**Work to complete**
After locating the line with "Please list the", set down that line and all the lines that follow it, unchanged, to the end of the records; omit the pictures.

Dataset entries
- - -

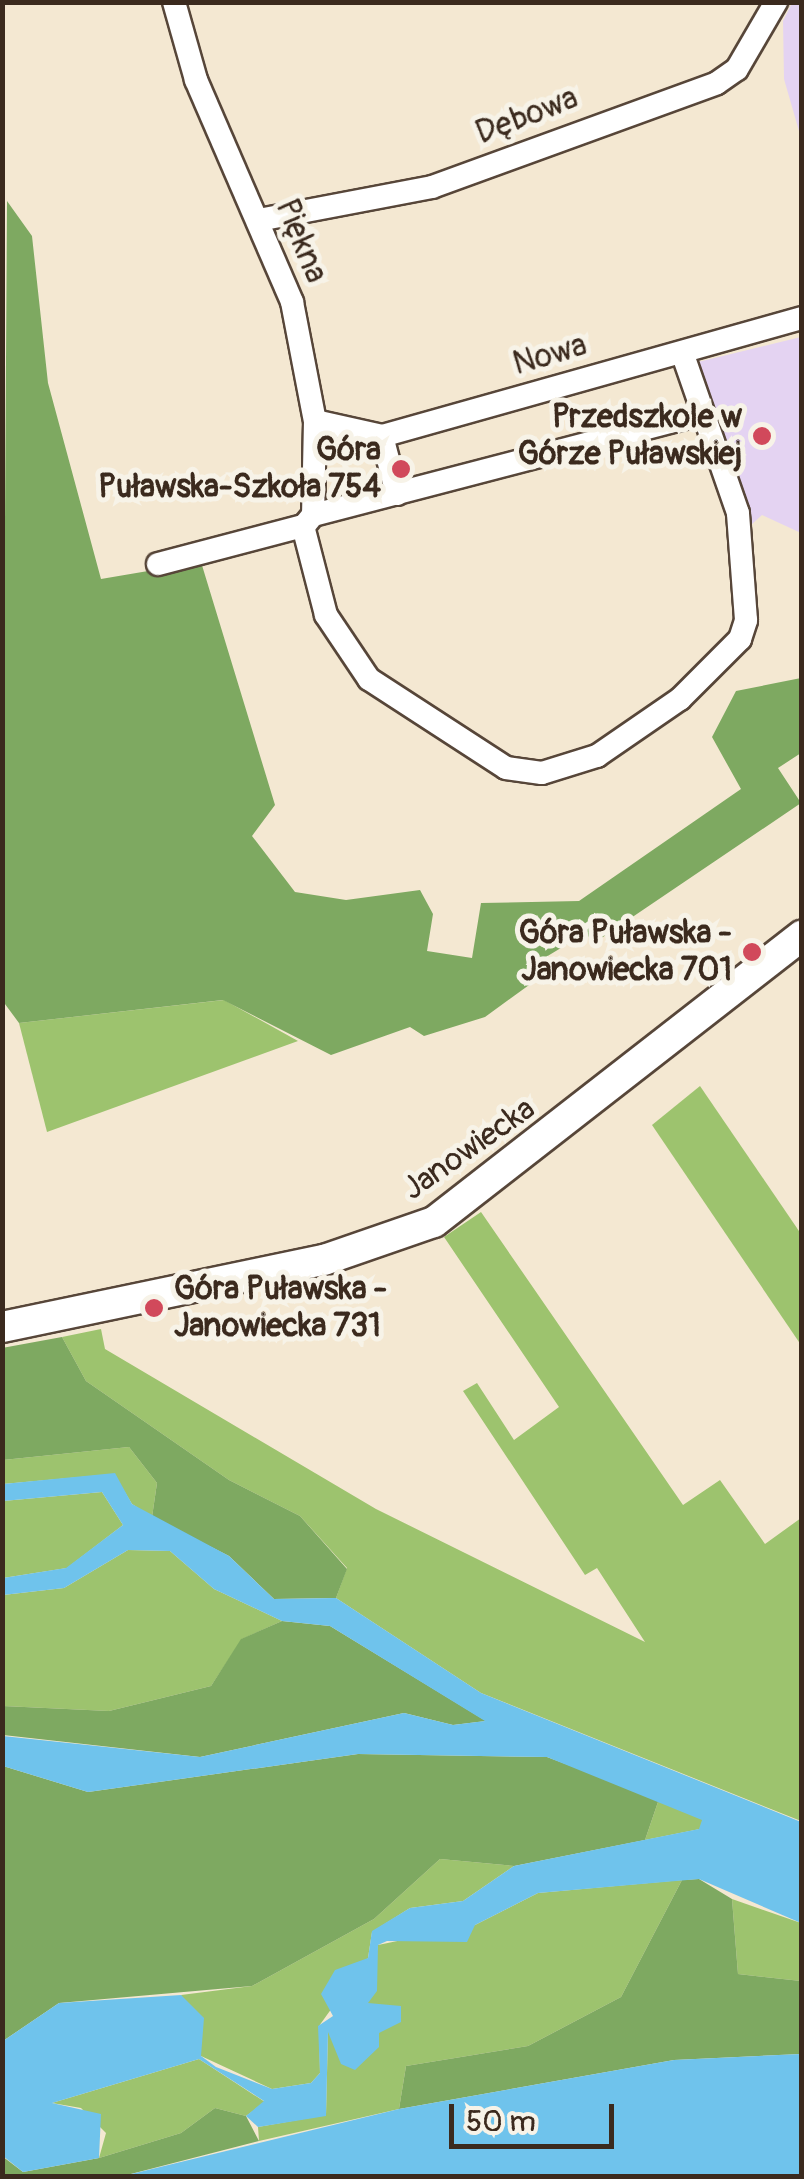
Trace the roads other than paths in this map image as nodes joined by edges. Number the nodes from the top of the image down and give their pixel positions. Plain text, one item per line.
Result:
1 (174, 2) edge
2 (776, 2) edge
3 (258, 220) junction
4 (802, 318) edge
5 (682, 352) junction
6 (698, 416) junction
7 (315, 421) junction
8 (382, 436) junction
9 (397, 494) junction
10 (308, 521) junction
11 (158, 564) dead end
12 (802, 936) edge
13 (2, 1327) edge

1 - 3 street, Piękna
2 - 3 street, Dębowa
3 - 7 street, Piękna
4 - 5 street, Nowa
5 - 6 street
5 - 8 street, Nowa
6 - 9 street
6 - 10 street, Piękna
7 - 8 street, Nowa
7 - 10 street, Piękna
8 - 9 street
9 - 10 street
10 - 11 street
12 - 13 street, Janowiecka

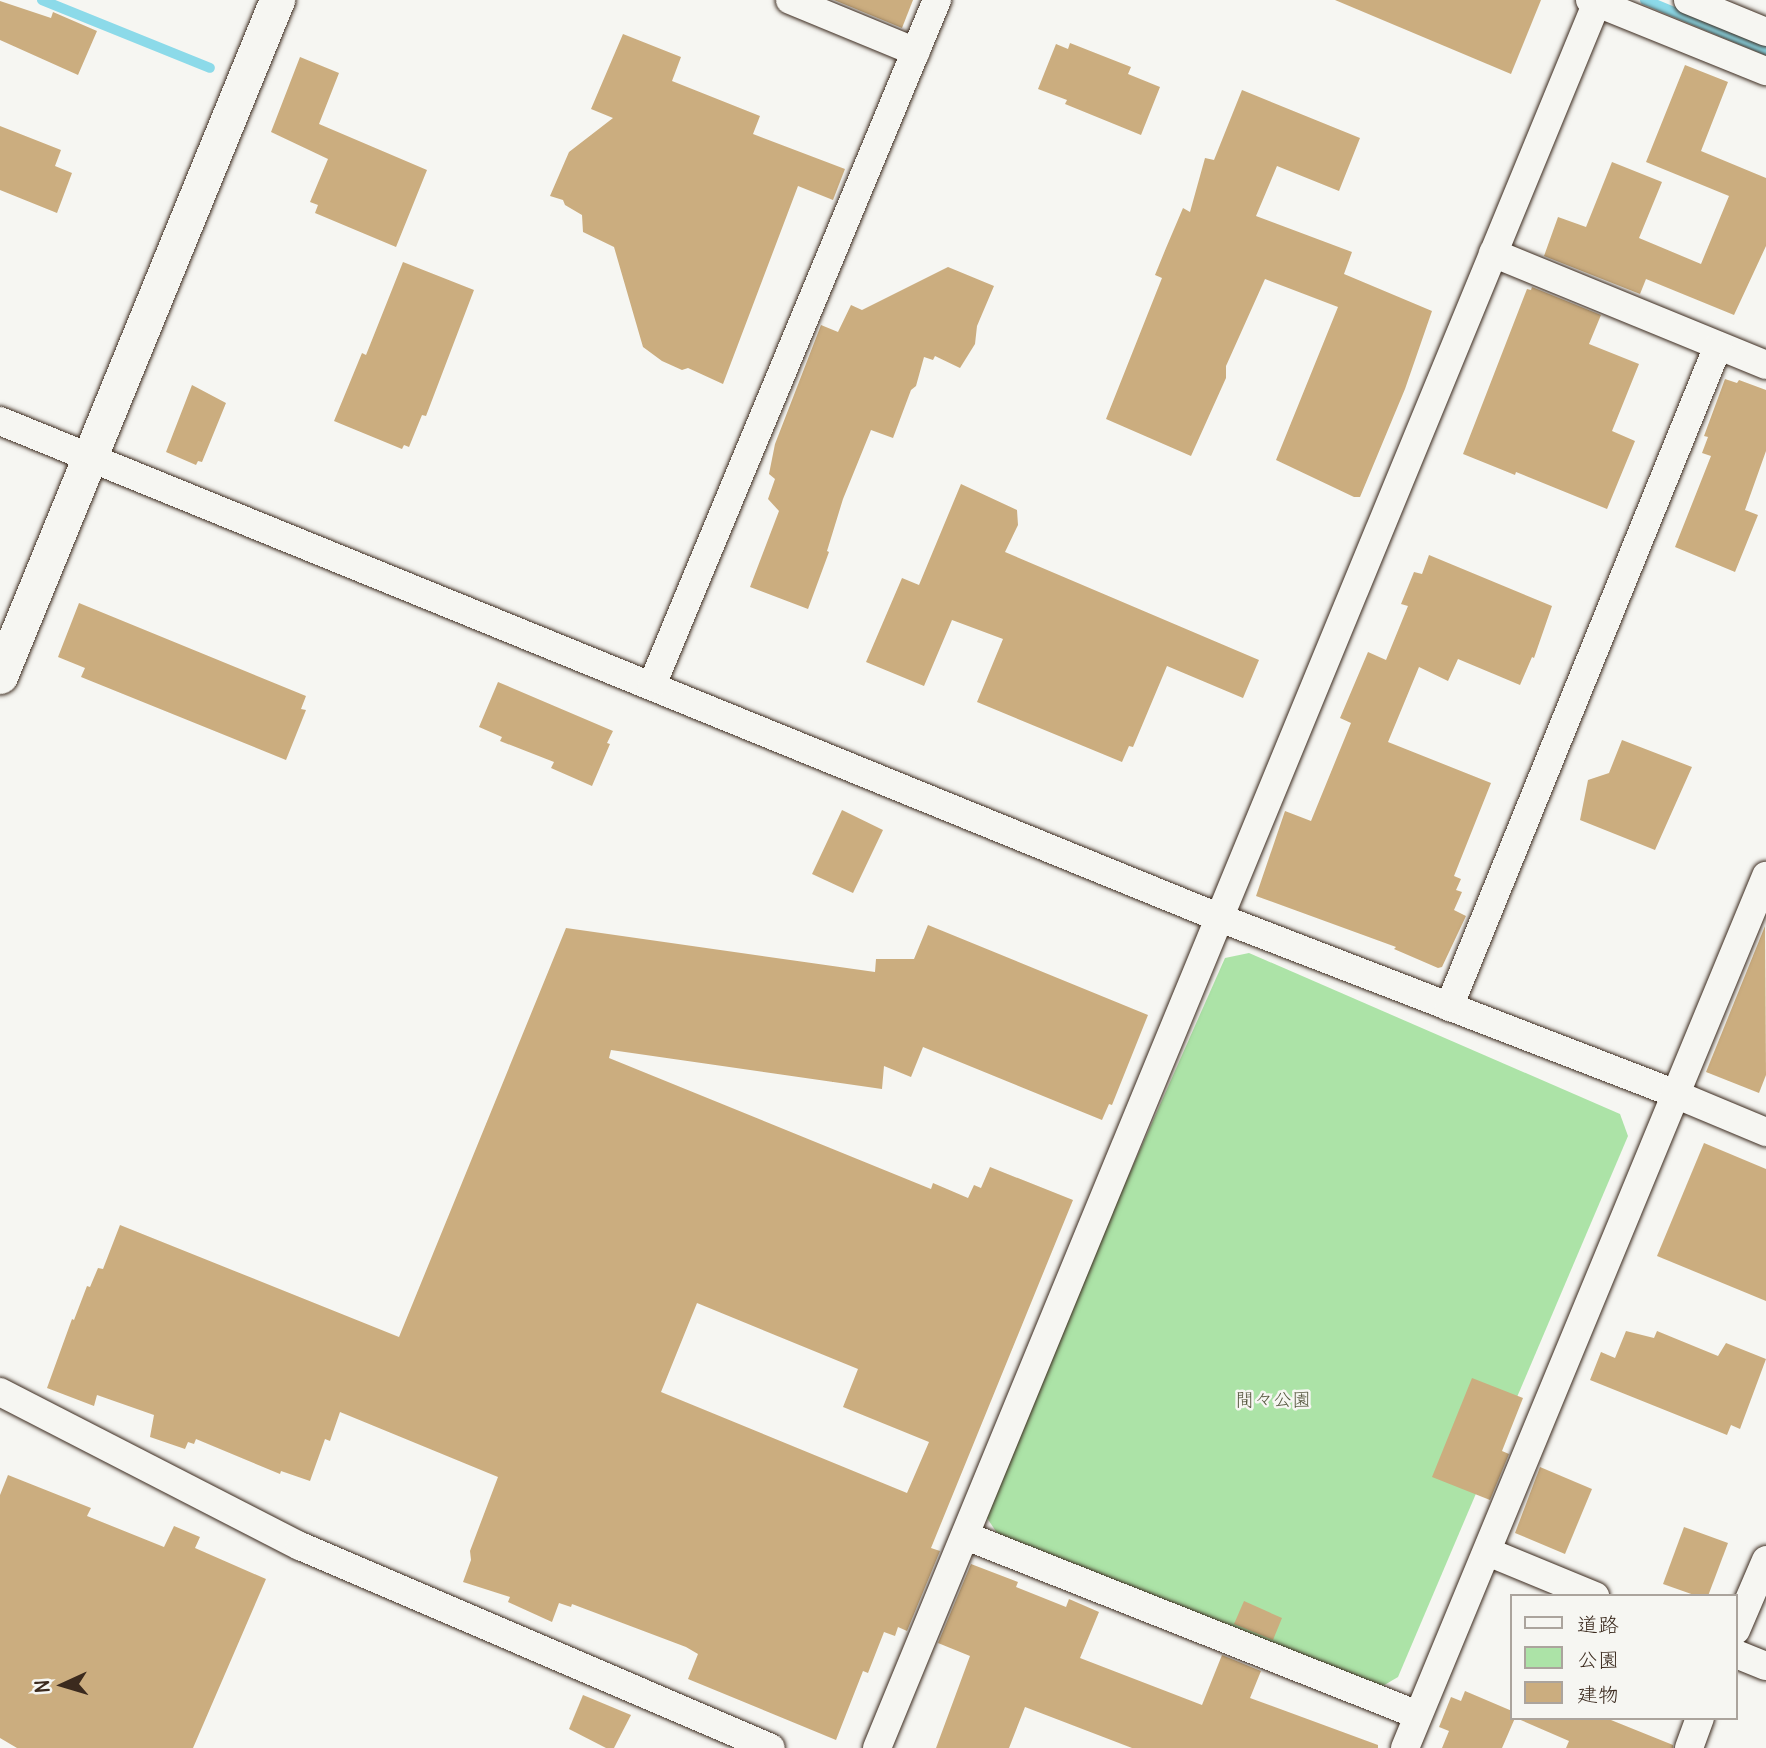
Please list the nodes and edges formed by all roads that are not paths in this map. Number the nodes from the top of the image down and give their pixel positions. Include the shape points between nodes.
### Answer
1 (277, 0) edge
2 (790, 0) edge
3 (937, 0) edge
4 (1688, 0) edge
5 (1595, 1) edge
6 (1764, 31) edge
7 (916, 52) junction
8 (1757, 67) edge
9 (1493, 253) junction
10 (1718, 346) junction
11 (1766, 365) edge
12 (0, 421) edge
13 (91, 457) junction
14 (0, 676) edge
15 (652, 685) junction
16 (1766, 876) edge
17 (1220, 918) junction
18 (1449, 1007) junction
19 (1675, 1094) junction
20 (1766, 1132) edge
21 (0, 1392) edge
22 (966, 1536) junction
23 (1488, 1552) junction
24 (1766, 1560) edge
25 (1590, 1594) edge
26 (1738, 1625) edge
27 (1738, 1655) edge
28 (1766, 1666) edge
29 (1418, 1715) junction
30 (1699, 1720) edge
31 (771, 1748) edge
32 (877, 1748) edge
33 (1405, 1748) edge
34 (1689, 1748) edge

1 - 13 street
2 - 7 street
3 - 7 street
4 - 6 street
5 - 8 street
5 - 9 street
6 - 8 street
7 - 15 street
9 - 10 street
9 - 17 street
10 - 11 street
10 - 18 street
12 - 13 street
13 - 14 street
13 - 15 street
15 - 17 street
16 - 19 street
17 - 18 street
17 - 22 street
18 - 19 street
19 - 20 street
19 - 23 street
21 - 31 street via 300,1546
22 - 29 street
22 - 32 street
23 - 25 street
23 - 29 street
24 - 26 street
27 - 28 street
29 - 33 street
30 - 34 street

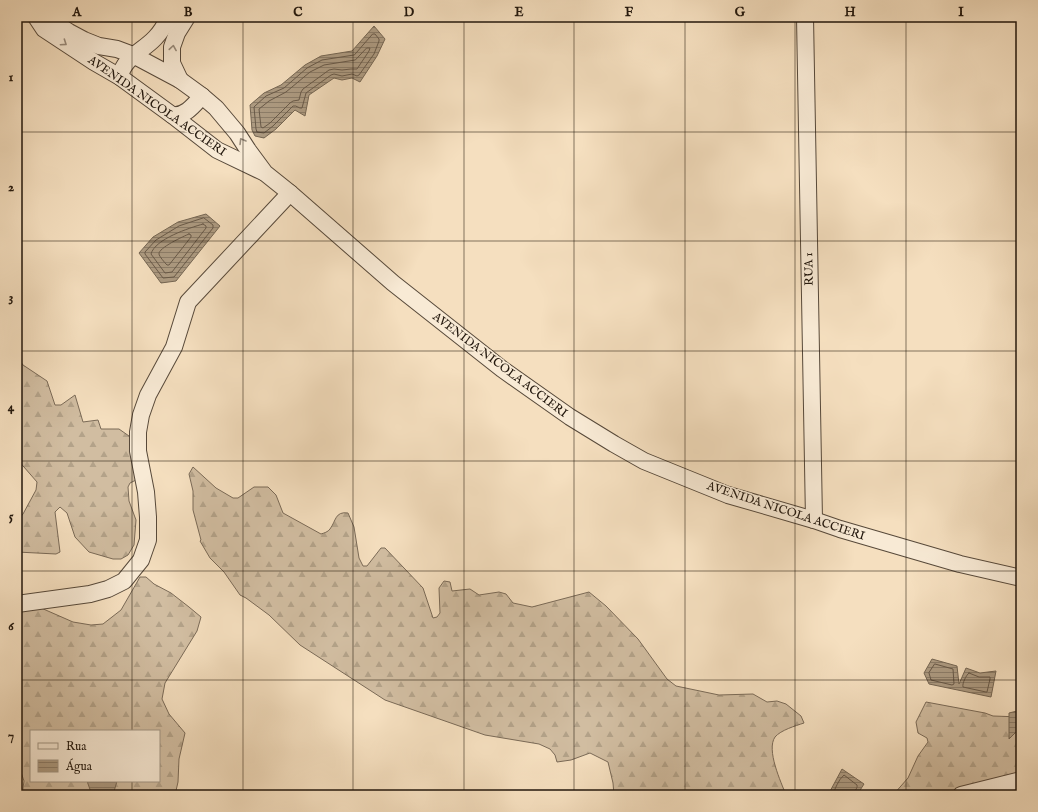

- - -

**Solution to this exercise**
Please list the nodes and edges formed by all roads that are not paths in this map. Number the nodes from the top of the image down and give their pixel positions. Include the shape points between nodes.
### Answer
1 (277, 0) edge
2 (790, 0) edge
3 (937, 0) edge
4 (1688, 0) edge
5 (1595, 1) edge
6 (1764, 31) edge
7 (916, 52) junction
8 (1757, 67) edge
9 (1493, 253) junction
10 (1718, 346) junction
11 (1766, 365) edge
12 (0, 421) edge
13 (91, 457) junction
14 (0, 676) edge
15 (652, 685) junction
16 (1766, 876) edge
17 (1220, 918) junction
18 (1449, 1007) junction
19 (1675, 1094) junction
20 (1766, 1132) edge
21 (0, 1392) edge
22 (966, 1536) junction
23 (1488, 1552) junction
24 (1766, 1560) edge
25 (1590, 1594) edge
26 (1738, 1625) edge
27 (1738, 1655) edge
28 (1766, 1666) edge
29 (1418, 1715) junction
30 (1699, 1720) edge
31 (771, 1748) edge
32 (877, 1748) edge
33 (1405, 1748) edge
34 (1689, 1748) edge

1 - 13 street
2 - 7 street
3 - 7 street
4 - 6 street
5 - 8 street
5 - 9 street
6 - 8 street
7 - 15 street
9 - 10 street
9 - 17 street
10 - 11 street
10 - 18 street
12 - 13 street
13 - 14 street
13 - 15 street
15 - 17 street
16 - 19 street
17 - 18 street
17 - 22 street
18 - 19 street
19 - 20 street
19 - 23 street
21 - 31 street via 300,1546
22 - 29 street
22 - 32 street
23 - 25 street
23 - 29 street
24 - 26 street
27 - 28 street
29 - 33 street
30 - 34 street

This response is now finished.